### Data extract
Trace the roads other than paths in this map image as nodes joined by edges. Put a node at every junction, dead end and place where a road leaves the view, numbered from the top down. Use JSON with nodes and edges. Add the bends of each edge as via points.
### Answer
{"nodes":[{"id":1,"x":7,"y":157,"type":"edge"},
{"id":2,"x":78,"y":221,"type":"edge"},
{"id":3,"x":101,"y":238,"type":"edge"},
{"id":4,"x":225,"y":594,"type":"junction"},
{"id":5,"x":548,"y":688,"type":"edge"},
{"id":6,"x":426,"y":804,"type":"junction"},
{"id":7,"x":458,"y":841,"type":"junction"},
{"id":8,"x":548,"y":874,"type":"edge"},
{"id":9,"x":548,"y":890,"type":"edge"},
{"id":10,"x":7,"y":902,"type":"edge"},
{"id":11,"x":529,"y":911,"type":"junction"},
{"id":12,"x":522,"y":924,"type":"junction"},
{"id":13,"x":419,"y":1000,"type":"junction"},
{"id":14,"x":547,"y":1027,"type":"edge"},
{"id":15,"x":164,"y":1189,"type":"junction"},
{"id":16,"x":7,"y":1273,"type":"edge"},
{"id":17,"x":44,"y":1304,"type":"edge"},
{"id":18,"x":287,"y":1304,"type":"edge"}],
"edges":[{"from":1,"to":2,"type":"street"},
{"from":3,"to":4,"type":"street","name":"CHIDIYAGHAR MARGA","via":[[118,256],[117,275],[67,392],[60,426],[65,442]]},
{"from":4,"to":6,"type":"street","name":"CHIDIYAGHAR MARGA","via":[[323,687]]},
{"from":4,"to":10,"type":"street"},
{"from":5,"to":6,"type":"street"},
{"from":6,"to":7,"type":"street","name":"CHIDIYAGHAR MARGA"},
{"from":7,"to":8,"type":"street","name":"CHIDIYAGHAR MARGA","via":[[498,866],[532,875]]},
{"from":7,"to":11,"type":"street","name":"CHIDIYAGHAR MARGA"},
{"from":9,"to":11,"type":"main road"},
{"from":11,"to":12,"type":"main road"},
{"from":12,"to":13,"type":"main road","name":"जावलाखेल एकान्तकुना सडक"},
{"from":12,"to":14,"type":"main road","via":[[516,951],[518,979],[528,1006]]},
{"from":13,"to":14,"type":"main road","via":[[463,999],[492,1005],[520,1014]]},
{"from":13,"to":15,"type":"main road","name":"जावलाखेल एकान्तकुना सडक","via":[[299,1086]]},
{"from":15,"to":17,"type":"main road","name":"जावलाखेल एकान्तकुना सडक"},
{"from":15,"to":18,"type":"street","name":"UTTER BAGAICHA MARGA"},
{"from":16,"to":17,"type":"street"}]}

### Aim of the exercise
All of the material is to be written out exactly.

### Answer space
Trace the roads other than paths in this map image as nodes joined by edges. Put a node at every junction, dead end and place where a road leaves the view, numbered from the top down. Use JSON with nodes and edges. Add the bends of each edge as via points.
### Answer
{"nodes":[{"id":1,"x":7,"y":157,"type":"edge"},
{"id":2,"x":78,"y":221,"type":"edge"},
{"id":3,"x":101,"y":238,"type":"edge"},
{"id":4,"x":225,"y":594,"type":"junction"},
{"id":5,"x":548,"y":688,"type":"edge"},
{"id":6,"x":426,"y":804,"type":"junction"},
{"id":7,"x":458,"y":841,"type":"junction"},
{"id":8,"x":548,"y":874,"type":"edge"},
{"id":9,"x":548,"y":890,"type":"edge"},
{"id":10,"x":7,"y":902,"type":"edge"},
{"id":11,"x":529,"y":911,"type":"junction"},
{"id":12,"x":522,"y":924,"type":"junction"},
{"id":13,"x":419,"y":1000,"type":"junction"},
{"id":14,"x":547,"y":1027,"type":"edge"},
{"id":15,"x":164,"y":1189,"type":"junction"},
{"id":16,"x":7,"y":1273,"type":"edge"},
{"id":17,"x":44,"y":1304,"type":"edge"},
{"id":18,"x":287,"y":1304,"type":"edge"}],
"edges":[{"from":1,"to":2,"type":"street"},
{"from":3,"to":4,"type":"street","name":"CHIDIYAGHAR MARGA","via":[[118,256],[117,275],[67,392],[60,426],[65,442]]},
{"from":4,"to":6,"type":"street","name":"CHIDIYAGHAR MARGA","via":[[323,687]]},
{"from":4,"to":10,"type":"street"},
{"from":5,"to":6,"type":"street"},
{"from":6,"to":7,"type":"street","name":"CHIDIYAGHAR MARGA"},
{"from":7,"to":8,"type":"street","name":"CHIDIYAGHAR MARGA","via":[[498,866],[532,875]]},
{"from":7,"to":11,"type":"street","name":"CHIDIYAGHAR MARGA"},
{"from":9,"to":11,"type":"main road"},
{"from":11,"to":12,"type":"main road"},
{"from":12,"to":13,"type":"main road","name":"जावलाखेल एकान्तकुना सडक"},
{"from":12,"to":14,"type":"main road","via":[[516,951],[518,979],[528,1006]]},
{"from":13,"to":14,"type":"main road","via":[[463,999],[492,1005],[520,1014]]},
{"from":13,"to":15,"type":"main road","name":"जावलाखेल एकान्तकुना सडक","via":[[299,1086]]},
{"from":15,"to":17,"type":"main road","name":"जावलाखेल एकान्तकुना सडक"},
{"from":15,"to":18,"type":"street","name":"UTTER BAGAICHA MARGA"},
{"from":16,"to":17,"type":"street"}]}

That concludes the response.